GP - Fotolia
Geographic information systems pioneer Esri faced a storage decision when developing a new cloud-based service to collect and analyze streams of data drawn from the IoT sensors of its customers.
Esri engineers built the ArcGIS Analytics for IoT service on containers, using popular open source tools such as Kubernetes, Kafka, Elasticsearch and Spark. The team also could have used open source technologies for the data storage but soon found that commercial software from container storage specialist Portworx made more sense.
Adam Mollenkopf, Esri's real-time and big data capability lead, estimated the team saved six months of development time by using Portworx Enterprise to provide replication, resilience, high availability, data encryption and disaster recovery for the stateful container workloads that span multiple cloud availability zones.
Portworx designed the Enterprise product explicitly to provide persistent storage for container-based applications. The startup's software-defined storage integrates with all major Kubernetes distributions and orchestration systems, including the Microsoft Azure Kubernetes Service (AKS) that Esri uses with its new IoT service.
Portable across clouds
Portability was an important consideration for Esri engineers. Mollenkopf said that, while the IoT service currently runs on Azure, the team has also verified it on AWS and plans to enable it on other public and private clouds in the future.
Esri's new software as a service (SaaS) -- which is due to go live by the end of the first quarter -- collects data from IoT sensors and writes it to Kafka stream-processing software. The application then maps the data into a Spark-based platform that Esri specialized for geospatial analytics to enable customers to receive alerts and detect patterns in real time as events of interest happen. Esri's SaaS application stores information in an Elasticsearch database so customers can go back later and replay scenarios on a map.
One beta tester collects data from sensors along the side of various roads to track the number of cars that pass by. Other potential use cases include municipal snow-plowing and sanitation operations, mobile workforce tracking and autonomous vehicles.
Adam MollenkopfReal-time and big data capability lead, Esri
Esri uses the Microsoft cloud's AKS to provision the containers and Azure Premium SSD Managed Disks to provide the persistent storage. The Portworx software runs as an agent on each node in the Kubernetes cluster to intercept storage requests from the containers. Portworx Enterprise virtualizes and manages the back-end storage and ensures the data replication across cloud availability zones.
"We needed a consistent, unified way to deal with resilience on stateful applications," Mollenkopf said.
Open source storage alternative
The alternative that Esri considered would have been a "daunting task," according to Mollenkopf.

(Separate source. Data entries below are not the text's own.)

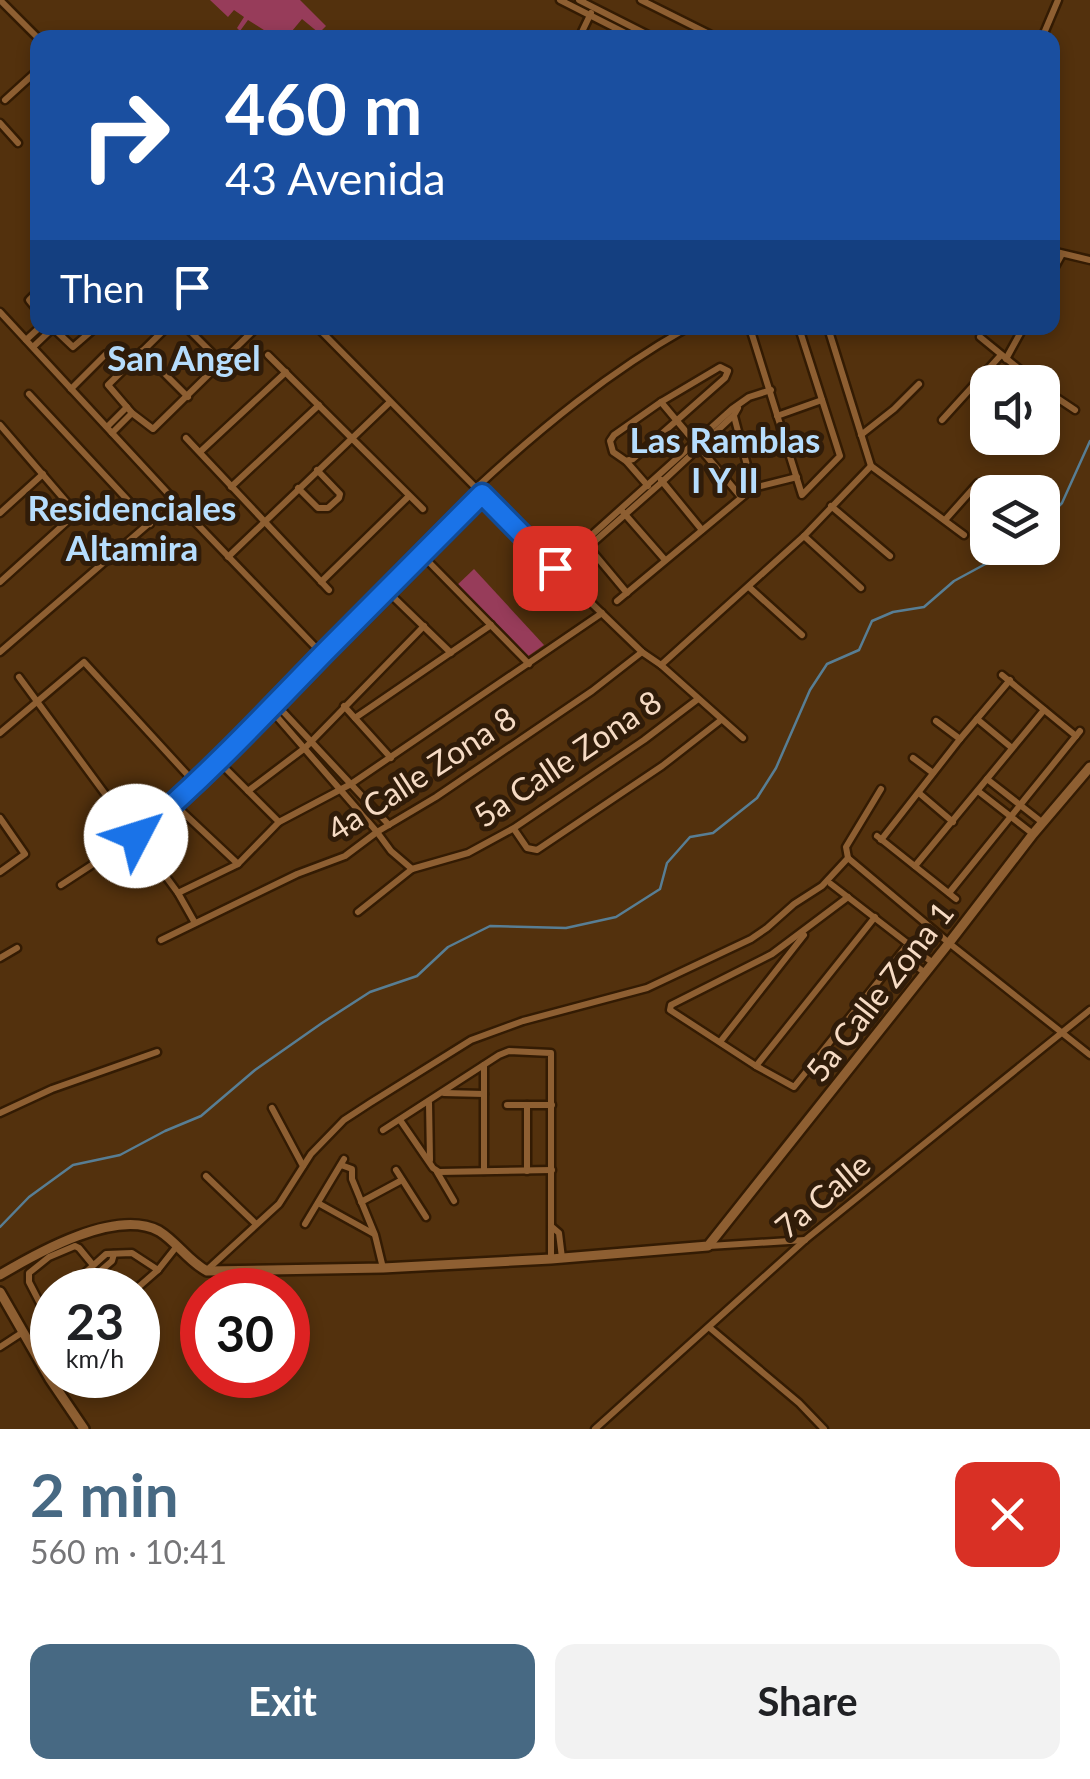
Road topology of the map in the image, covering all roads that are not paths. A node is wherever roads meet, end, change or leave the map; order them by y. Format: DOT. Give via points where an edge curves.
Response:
graph roads {
  1 [pos="0,0"];
  2 [pos="560,0"];
  3 [pos="579,0"];
  4 [pos="641,0"];
  5 [pos="671,0"];
  6 [pos="1058,0"];
  7 [pos="592,11"];
  8 [pos="666,12"];
  9 [pos="30,30"];
  10 [pos="583,30"];
  11 [pos="622,30"];
  12 [pos="636,30"];
  13 [pos="702,30"];
  14 [pos="1045,30"];
  15 [pos="30,77"];
  16 [pos="5,100"];
  17 [pos="0,123"];
  18 [pos="18,144"];
  19 [pos="1062,254"];
  20 [pos="1060,258"];
  21 [pos="1090,260"];
  22 [pos="0,312"];
  23 [pos="31,335"];
  24 [pos="46,335"];
  25 [pos="60,335"];
  26 [pos="88,335"];
  27 [pos="159,335"];
  28 [pos="194,335"];
  29 [pos="249,335"];
  30 [pos="325,335"];
  31 [pos="676,335"];
  32 [pos="752,335"];
  33 [pos="801,335"];
  34 [pos="830,335"];
  35 [pos="1018,335"];
  36 [pos="980,338"];
  37 [pos="26,340"];
  38 [pos="33,348"];
  39 [pos="142,351"];
  40 [pos="106,354"];
  41 [pos="268,355"];
  42 [pos="1003,357"];
  43 [pos="222,363"];
  44 [pos="1013,365"];
  45 [pos="286,372"];
  46 [pos="919,384"];
  47 [pos="71,388"];
  48 [pos="771,390"];
  49 [pos="29,394"];
  50 [pos="188,398"];
  51 [pos="822,400"];
  52 [pos="1060,400"];
  53 [pos="390,402"];
  54 [pos="661,402"];
  55 [pos="319,405"];
  56 [pos="130,410"];
  57 [pos="1075,410"];
  58 [pos="736,411"];
  59 [pos="778,416"];
  60 [pos="942,420"];
  61 [pos="676,421"];
  62 [pos="0,426"];
  63 [pos="109,430"];
  64 [pos="8,434"];
  65 [pos="861,435"];
  66 [pos="186,438"];
  67 [pos="351,438"];
  68 [pos="0,442"];
  69 [pos="697,446"];
  70 [pos="200,452"];
  71 [pos="626,460"];
  72 [pos="872,466"];
  73 [pos="318,470"];
  74 [pos="44,474"];
  75 [pos="797,477"];
  76 [pos="660,479"];
  77 [pos="648,486"];
  78 [pos="231,487"];
  79 [pos="298,488"];
  80 [pos="754,488"];
  81 [pos="479,491"];
  82 [pos="970,491"];
  83 [pos="409,496"];
  84 [pos="741,497"];
  85 [pos="175,502"];
  86 [pos="831,506"];
  87 [pos="423,509"];
  88 [pos="624,512"];
  89 [pos="0,513"];
  90 [pos="945,520"];
  91 [pos="263,521"];
  92 [pos="150,524"];
  93 [pos="702,530"];
  94 [pos="804,536"];
  95 [pos="964,536"];
  96 [pos="586,544"];
  97 [pos="422,555"];
  98 [pos="890,556"];
  99 [pos="228,557"];
  100 [pos="665,560"];
  101 [pos="557,570"];
  102 [pos="0,582"];
  103 [pos="321,582"];
  104 [pos="749,586"];
  105 [pos="862,588"];
  106 [pos="329,590"];
  107 [pos="386,590"];
  108 [pos="628,592"];
  109 [pos="617,601"];
  110 [pos="602,614"];
  111 [pos="490,625"];
  112 [pos="424,626"];
  113 [pos="802,635"];
  114 [pos="0,652"];
  115 [pos="642,652"];
  116 [pos="452,654"];
  117 [pos="323,655"];
  118 [pos="529,664"];
  119 [pos="661,665"];
  120 [pos="1002,675"];
  121 [pos="19,677"];
  122 [pos="1010,680"];
  123 [pos="698,699"];
  124 [pos="36,701"];
  125 [pos="344,706"];
  126 [pos="274,707"];
  127 [pos="1044,710"];
  128 [pos="356,718"];
  129 [pos="977,719"];
  130 [pos="721,720"];
  131 [pos="936,721"];
  132 [pos="0,733"];
  133 [pos="743,738"];
  134 [pos="960,739"];
  135 [pos="312,740"];
  136 [pos="304,748"];
  137 [pos="1012,748"];
  138 [pos="390,758"];
  139 [pos="913,758"];
  140 [pos="218,761"];
  141 [pos="1090,767"];
  142 [pos="934,773"];
  143 [pos="987,780"];
  144 [pos="195,783"];
  145 [pos="351,784"];
  146 [pos="341,790"];
  147 [pos="881,790"];
  148 [pos="248,791"];
  149 [pos="978,791"];
  150 [pos="919,793"];
  151 [pos="174,804"];
  152 [pos="1020,806"];
  153 [pos="0,818"];
  154 [pos="1011,818"];
  155 [pos="280,822"];
  156 [pos="953,822"];
  157 [pos="1042,822"];
  158 [pos="389,824"];
  159 [pos="514,828"];
  160 [pos="377,832"];
  161 [pos="1032,834"];
  162 [pos="136,836"];
  163 [pos="848,858"];
  164 [pos="238,864"];
  165 [pos="916,866"];
  166 [pos="412,869"];
  167 [pos="0,872"];
  168 [pos="831,884"];
  169 [pos="61,885"];
  170 [pos="178,893"];
  171 [pos="948,893"];
  172 [pos="848,896"];
  173 [pos="956,899"];
  174 [pos="358,912"];
  175 [pos="875,917"];
  176 [pos="195,923"];
  177 [pos="811,926"];
  178 [pos="161,940"];
  179 [pos="909,943"];
  180 [pos="949,944"];
  181 [pos="18,948"];
  182 [pos="918,951"];
  183 [pos="901,954"];
  184 [pos="0,958"];
  185 [pos="910,961"];
  186 [pos="933,963"];
  187 [pos="925,973"];
  188 [pos="1090,1010"];
  189 [pos="1062,1034"];
  190 [pos="720,1042"];
  191 [pos="157,1052"];
  192 [pos="1090,1056"];
  193 [pos="484,1064"];
  194 [pos="756,1066"];
  195 [pos="443,1093"];
  196 [pos="484,1094"];
  197 [pos="429,1102"];
  198 [pos="527,1104"];
  199 [pos="508,1105"];
  200 [pos="552,1105"];
  201 [pos="272,1108"];
  202 [pos="0,1113"];
  203 [pos="400,1120"];
  204 [pos="384,1130"];
  205 [pos="304,1166"];
  206 [pos="433,1167"];
  207 [pos="396,1170"];
  208 [pos="552,1170"];
  209 [pos="527,1171"];
  210 [pos="484,1172"];
  211 [pos="206,1176"];
  212 [pos="402,1180"];
  213 [pos="454,1201"];
  214 [pos="361,1202"];
  215 [pos="318,1203"];
  216 [pos="426,1218"];
  217 [pos="256,1224"];
  218 [pos="305,1224"];
  219 [pos="375,1235"];
  220 [pos="805,1240"];
  221 [pos="177,1246"];
  222 [pos="708,1246"];
  223 [pos="114,1254"];
  224 [pos="556,1258"];
  225 [pos="93,1266"];
  226 [pos="35,1268"];
  227 [pos="91,1268"];
  228 [pos="104,1268"];
  229 [pos="155,1268"];
  230 [pos="160,1268"];
  231 [pos="202,1268"];
  232 [pos="209,1268"];
  233 [pos="383,1268"];
  234 [pos="310,1269"];
  235 [pos="0,1275"];
  236 [pos="1,1297"];
  237 [pos="710,1328"];
  238 [pos="23,1332"];
  239 [pos="0,1347"];
  240 [pos="84,1429"];
  241 [pos="595,1429"];
  242 [pos="824,1429"];
  1 -- 9 [label="street"];
  2 -- 7 [label="street"];
  3 -- 7 [label="street"];
  4 -- 8 [label="street"];
  5 -- 8 [label="street"];
  6 -- 14 [label="street"];
  7 -- 10 [label="street"];
  7 -- 11 [label="street"];
  7 -- 12 [label="street"];
  8 -- 13 [label="street"];
  15 -- 16 [label="street"];
  17 -- 18 [label="street"];
  19 -- 20 [label="street"];
  19 -- 21 [label="street"];
  22 -- 37 [label="street"];
  23 -- 37 [label="street"];
  24 -- 38 [label="street"];
  25 -- 26 [label="street" via="73,347"];
  27 -- 39 [label="street"];
  28 -- 43 [label="street"];
  29 -- 43 [label="street"];
  30 -- 53 [label="street"];
  31 -- 81 [label="street" via="600,383"];
  32 -- 48 [label="street"];
  33 -- 51 [label="street"];
  34 -- 65 [label="street"];
  35 -- 42 [label="street"];
  36 -- 42 [label="street"];
  37 -- 38 [label="street"];
  38 -- 47 [label="street"];
  39 -- 50 [label="street"];
  39 -- 56 [label="street" via="109,382"];
  40 -- 47 [label="street"];
  41 -- 45 [label="street"];
  42 -- 44 [label="street"];
  42 -- 60 [label="street"];
  43 -- 50 [label="street"];
  45 -- 55 [label="street"];
  45 -- 70 [label="street"];
  46 -- 65 [label="street"];
  47 -- 63 [label="street"];
  48 -- 58 [label="street" via="749,397"];
  48 -- 59 [label="street"];
  49 -- 92 [label="street"];
  50 -- 56 [label="street" via="153,430"];
  51 -- 59 [label="street"];
  51 -- 75 [label="street" via="839,458 804,495"];
  52 -- 57 [label="street"];
  53 -- 67 [label="street"];
  53 -- 81 [label="street"];
  54 -- 61 [label="street"];
  54 -- 61 [label="street" via="720,367 728,370"];
  54 -- 71 [label="street" via="610,441"];
  55 -- 67 [label="street"];
  55 -- 78 [label="street"];
  56 -- 63 [label="street"];
  58 -- 69 [label="street"];
  58 -- 80 [label="street"];
  59 -- 75 [label="street"];
  61 -- 69 [label="street"];
  61 -- 71 [label="street"];
  62 -- 64 [label="street"];
  63 -- 85 [label="street"];
  64 -- 68 [label="street"];
  64 -- 74 [label="street"];
  65 -- 72 [label="street"];
  66 -- 70 [label="street"];
  67 -- 73 [label="street"];
  67 -- 83 [label="street"];
  69 -- 76 [label="street"];
  69 -- 84 [label="street"];
  70 -- 78 [label="street"];
  71 -- 77 [label="street"];
  72 -- 86 [label="street"];
  72 -- 90 [label="street"];
  73 -- 79 [label="street"];
  73 -- 79 [label="street" via="340,494 328,508 318,508"];
  74 -- 89 [label="street"];
  74 -- 102 [label="street" via="74,514"];
  75 -- 80 [label="street"];
  76 -- 77 [label="street"];
  76 -- 88 [label="street"];
  76 -- 93 [label="street"];
  77 -- 88 [label="street"];
  78 -- 91 [label="street"];
  79 -- 91 [label="street"];
  80 -- 84 [label="street"];
  81 -- 97 [label="street"];
  81 -- 101 [label="street"];
  82 -- 90 [label="street"];
  83 -- 87 [label="street"];
  83 -- 103 [label="street"];
  84 -- 93 [label="street"];
  85 -- 92 [label="street"];
  85 -- 99 [label="street"];
  86 -- 94 [label="street"];
  86 -- 98 [label="street"];
  88 -- 96 [label="street"];
  88 -- 100 [label="street"];
  90 -- 95 [label="street"];
  91 -- 99 [label="street"];
  91 -- 103 [label="street"];
  92 -- 114 [label="street"];
  93 -- 100 [label="street"];
  94 -- 104 [label="street"];
  94 -- 105 [label="street"];
  96 -- 101 [label="street"];
  96 -- 108 [label="street"];
  97 -- 107 [label="street"];
  97 -- 111 [label="street"];
  99 -- 117 [label="street"];
  100 -- 108 [label="street"];
  101 -- 110 [label="street"];
  103 -- 106 [label="street"];
  104 -- 113 [label="street"];
  104 -- 119 [label="street"];
  107 -- 112 [label="street"];
  107 -- 117 [label="street"];
  108 -- 109 [label="street"];
  110 -- 115 [label="street"];
  110 -- 118 [label="street"];
  111 -- 116 [label="street"];
  111 -- 118 [label="street"];
  112 -- 116 [label="street"];
  112 -- 125 [label="street"];
  115 -- 119 [label="street"];
  115 -- 158 [label="street, 4a Calle Zona 8"];
  116 -- 128 [label="street"];
  117 -- 126 [label="street"];
  118 -- 138 [label="street"];
  119 -- 123 [label="street"];
  120 -- 122 [label="street"];
  121 -- 124 [label="street"];
  122 -- 127 [label="street"];
  122 -- 129 [label="street"];
  123 -- 130 [label="street"];
  123 -- 159 [label="street, 5a Calle Zona 8"];
  124 -- 132 [label="street"];
  124 -- 144 [label="street" via="87,663"];
  124 -- 162 [label="street"];
  125 -- 128 [label="street"];
  125 -- 135 [label="street"];
  126 -- 135 [label="street"];
  126 -- 136 [label="street"];
  126 -- 140 [label="street"];
  127 -- 137 [label="street"];
  127 -- 152 [label="street" via="1078,733"];
  128 -- 138 [label="street"];
  129 -- 134 [label="street"];
  129 -- 137 [label="street"];
  130 -- 133 [label="street"];
  130 -- 159 [label="street" via="537,850 527,848"];
  131 -- 134 [label="street"];
  134 -- 142 [label="street"];
  135 -- 136 [label="street"];
  135 -- 145 [label="street"];
  136 -- 146 [label="street"];
  136 -- 148 [label="street"];
  137 -- 143 [label="street"];
  138 -- 145 [label="street"];
  139 -- 142 [label="street"];
  140 -- 144 [label="street"];
  140 -- 148 [label="street"];
  141 -- 157 [label="street, 5a Calle Zona 1"];
  142 -- 150 [label="street"];
  143 -- 149 [label="street"];
  143 -- 152 [label="street"];
  144 -- 151 [label="street"];
  145 -- 146 [label="street"];
  145 -- 158 [label="street"];
  146 -- 155 [label="street"];
  146 -- 160 [label="street"];
  147 -- 163 [label="street" via="846,846"];
  148 -- 155 [label="street"];
  149 -- 154 [label="street"];
  149 -- 156 [label="street"];
  150 -- 156 [label="street"];
  150 -- 165 [label="street" via="879,838"];
  151 -- 162 [label="street"];
  151 -- 164 [label="street"];
  152 -- 154 [label="street"];
  152 -- 157 [label="street"];
  153 -- 167 [label="street" via="25,854"];
  154 -- 161 [label="street"];
  154 -- 171 [label="street"];
  155 -- 164 [label="street"];
  156 -- 165 [label="street"];
  157 -- 161 [label="street, 5a Calle Zona 1"];
  158 -- 160 [label="street, 4a Calle Zona 8"];
  159 -- 166 [label="street, 5a Calle Zona 8" via="468,854"];
  160 -- 166 [label="street"];
  160 -- 176 [label="street, 4a Calle Zona 8" via="345,856"];
  161 -- 180 [label="street, 5a Calle Zona 1"];
  162 -- 169 [label="street"];
  162 -- 170 [label="street"];
  163 -- 180 [label="street"];
  163 -- 205 [label="street" via="767,928 700,964 647,988 523,1021 458,1048 344,1120"];
  164 -- 170 [label="street"];
  165 -- 171 [label="street"];
  166 -- 174 [label="street, 5a Calle Zona 8"];
  168 -- 172 [label="street"];
  170 -- 176 [label="street"];
  171 -- 173 [label="street"];
  172 -- 175 [label="street"];
  172 -- 177 [label="street"];
  175 -- 179 [label="street"];
  175 -- 194 [label="street"];
  176 -- 178 [label="street, 4a Calle Zona 8"];
  177 -- 190 [label="street"];
  177 -- 190 [label="street" via="772,954 671,1005"];
  179 -- 182 [label="street"];
  179 -- 183 [label="street"];
  180 -- 186 [label="street, 5a Calle Zona 1"];
  180 -- 189 [label="street"];
  181 -- 184 [label="street"];
  182 -- 185 [label="street"];
  182 -- 186 [label="street"];
  183 -- 185 [label="street"];
  183 -- 194 [label="street" via="794,1087"];
  185 -- 187 [label="street"];
  186 -- 187 [label="street, 5a Calle Zona 1"];
  187 -- 222 [label="street, 5a Calle Zona 1"];
  188 -- 189 [label="street, 7a Calle"];
  189 -- 192 [label="street"];
  189 -- 220 [label="street, 7a Calle"];
  190 -- 194 [label="street"];
  191 -- 202 [label="street"];
  193 -- 195 [label="street"];
  193 -- 196 [label="street"];
  193 -- 200 [label="street" via="509,1051 551,1053"];
  195 -- 196 [label="street"];
  195 -- 197 [label="street"];
  196 -- 210 [label="street"];
  197 -- 203 [label="street"];
  197 -- 206 [label="street"];
  198 -- 199 [label="street"];
  198 -- 200 [label="street"];
  198 -- 209 [label="street"];
  200 -- 208 [label="street"];
  201 -- 205 [label="street"];
  203 -- 204 [label="street"];
  203 -- 206 [label="street"];
  205 -- 217 [label="street"];
  206 -- 210 [label="street"];
  206 -- 213 [label="street"];
  207 -- 212 [label="street"];
  208 -- 209 [label="street"];
  208 -- 224 [label="street"];
  209 -- 210 [label="street"];
  211 -- 217 [label="street"];
  212 -- 214 [label="street"];
  212 -- 216 [label="street"];
  214 -- 215 [label="street" via="352,1169 341,1166"];
  214 -- 219 [label="street"];
  215 -- 218 [label="street"];
  215 -- 219 [label="street"];
  217 -- 232 [label="street"];
  219 -- 233 [label="street"];
  220 -- 222 [label="street"];
  220 -- 237 [label="street, 7a Calle"];
  221 -- 230 [label="street"];
  221 -- 231 [label="street"];
  221 -- 235 [label="street" via="146,1226 106,1227 41,1250"];
  222 -- 224 [label="street"];
  223 -- 225 [label="street"];
  223 -- 228 [label="street"];
  223 -- 229 [label="street" via="132,1253"];
  224 -- 233 [label="street"];
  225 -- 226 [label="street" via="75,1246"];
  225 -- 227 [label="street"];
  233 -- 234 [label="street"];
  236 -- 238 [label="street"];
  237 -- 241 [label="street, 7a Calle"];
  237 -- 242 [label="street"];
  238 -- 239 [label="street"];
  238 -- 240 [label="street"];
}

He said engineers could have enabled replication and DR on a piecemeal basis with Elasticsearch, Kafka and any other open source tools they use. The team also would have had to track the steady stream of updates and new versions to the open source software.
Mollenkopf said that without Portworx, Esri might have had to offer lower service levels or reduced guarantees against data loss -- a combination that would not sit well with the customers that Esri plans to target with the new ArcGIS Analytics for IoT service, including federal and local governments and agencies, telecom providers, and oil and gas companies.
Prior to the new Analytics for IoT, Esri offered a more traditional on-premises application that required customers to put together the necessary server and storage infrastructure to ensure reliability and high availability. Mollenkopf said many companies found that too hard or did not understand how to do it. But customers will now have the option to let Esri spin up a new Kubernetes cluster and take care of the resilience as part of the quality of service, he said.
"We're basically licensing X number of nodes of Portworx, and then we cover the cost of that through the fees that we charge for our SaaS," Mollenkopf said.
IoT use case
The Esri service is designed to handle whatever velocities and volumes of data that the IoT sensors pull in. Mollenkopf said that Kubernetes will automatically scale the containers and nodes and Portworx Autopilot can dynamically resize the persistent volumes and add disks, without having to restart the containers. Esri uses open-source Stork software to orchestrate Kubernetes cluster and data backups to Azure Blob object storage on a periodic basis.
The IoT use case is becoming a popular one for Portworx. The startup's co-founder and CTO, Gou Rao, estimated that 25% of the company's 200 customers use Portworx Enterprise in connection with a container-based IoT application or service.
Portworx was the only storage player that Mollenkopf could find dedicated to container storage when the team did its analysis three years ago. He said Esri did initial ROI calculations but soon stopped after realizing Portworx was "such a no-brainer" in solving their problems with stateful workloads.
"Running stateful applications on Kubernetes remains a challenge today," Mollenkopf said. "So enabling Portworx on our Kubernetes clusters helps to ease the burden."